We are told local authorities cannot be relied upon for courageous and prompt action, that often they have personal or political reasons for refusing to prosecute. If it be significantly true that crimes against local law cannot be locally prosecuted, it is an ominous sign indeed. In any event, the cure is a reinvigoration of State responsibility. It is not an undue incursion of remote federal *161authority into local duties with consequent debilitation of local responsibility.
The complicated and subtle problems for law enforcement raised by the Court’s decision emphasize the conclusion that § 20 was never designed for the use to which it has now been fashioned. The Government admits that it is appropriate to leave the punishment of such crimes as this to local authorities. Regard for this wisdom in federal-State relations was not left by Congress to executive discretion. It is, we are convinced, embodied in the statute itself.

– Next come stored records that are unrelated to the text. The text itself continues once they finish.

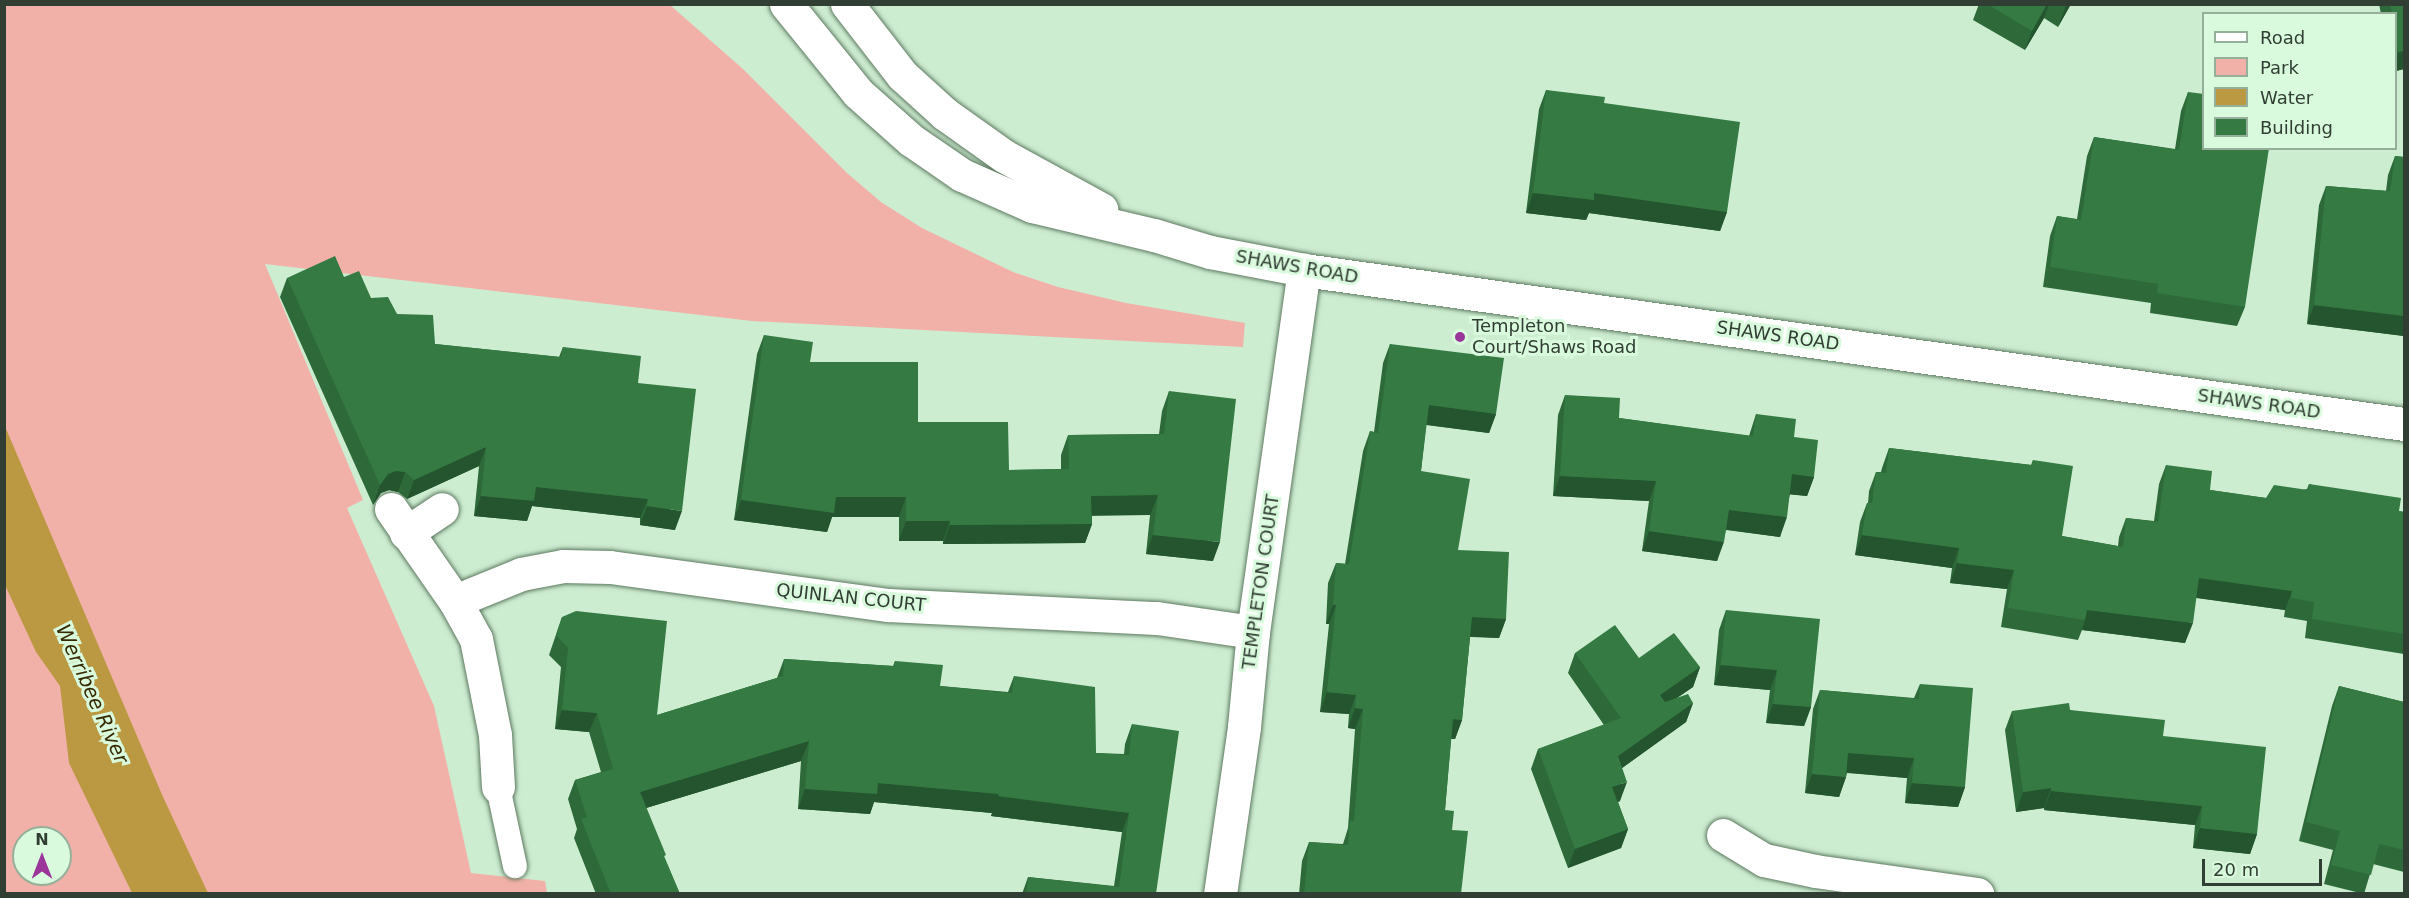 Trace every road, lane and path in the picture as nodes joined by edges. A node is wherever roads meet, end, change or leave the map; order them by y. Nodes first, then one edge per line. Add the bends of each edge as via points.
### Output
1 (786, 4) edge
2 (847, 4) edge
3 (1154, 235) junction
4 (1304, 270) junction
5 (2404, 424) edge
6 (442, 509) dead end
7 (455, 601) junction
8 (1253, 632) junction
9 (498, 787) joint
10 (1723, 835) dead end
11 (515, 866) dead end
12 (1220, 894) edge
13 (1977, 894) edge

1 - 3 street, SHAWS ROAD via 858,93 911,140 962,176 1032,206
2 - 3 street, SHAWS ROAD via 902,75 945,114 1004,156
3 - 4 street, SHAWS ROAD via 1210,252
4 - 5 street, SHAWS ROAD
4 - 8 street, TEMPLETON COURT
6 - 7 street via 398,521
7 - 8 street, QUINLAN COURT via 521,574 563,566 610,567 888,605 1157,618
7 - 9 street via 476,639 505,735
8 - 12 street, TEMPLETON COURT
9 - 11 lane
10 - 13 street via 1764,860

Iowa-Des Moines Bank v. Bennett, supra, illustrates the situation where there can be no doubt that the action complained of was the action of a State. That case came here from a State court as the ultimate voice of State law authenticating the alleged illegal action as the law of the State. Cases of which Lane v. Wilson, 307 U. S. 268, is an illustration are also to be differentiated. In that case election officials discriminated illegally against Negroes not in defiance of a State statute but under its authority.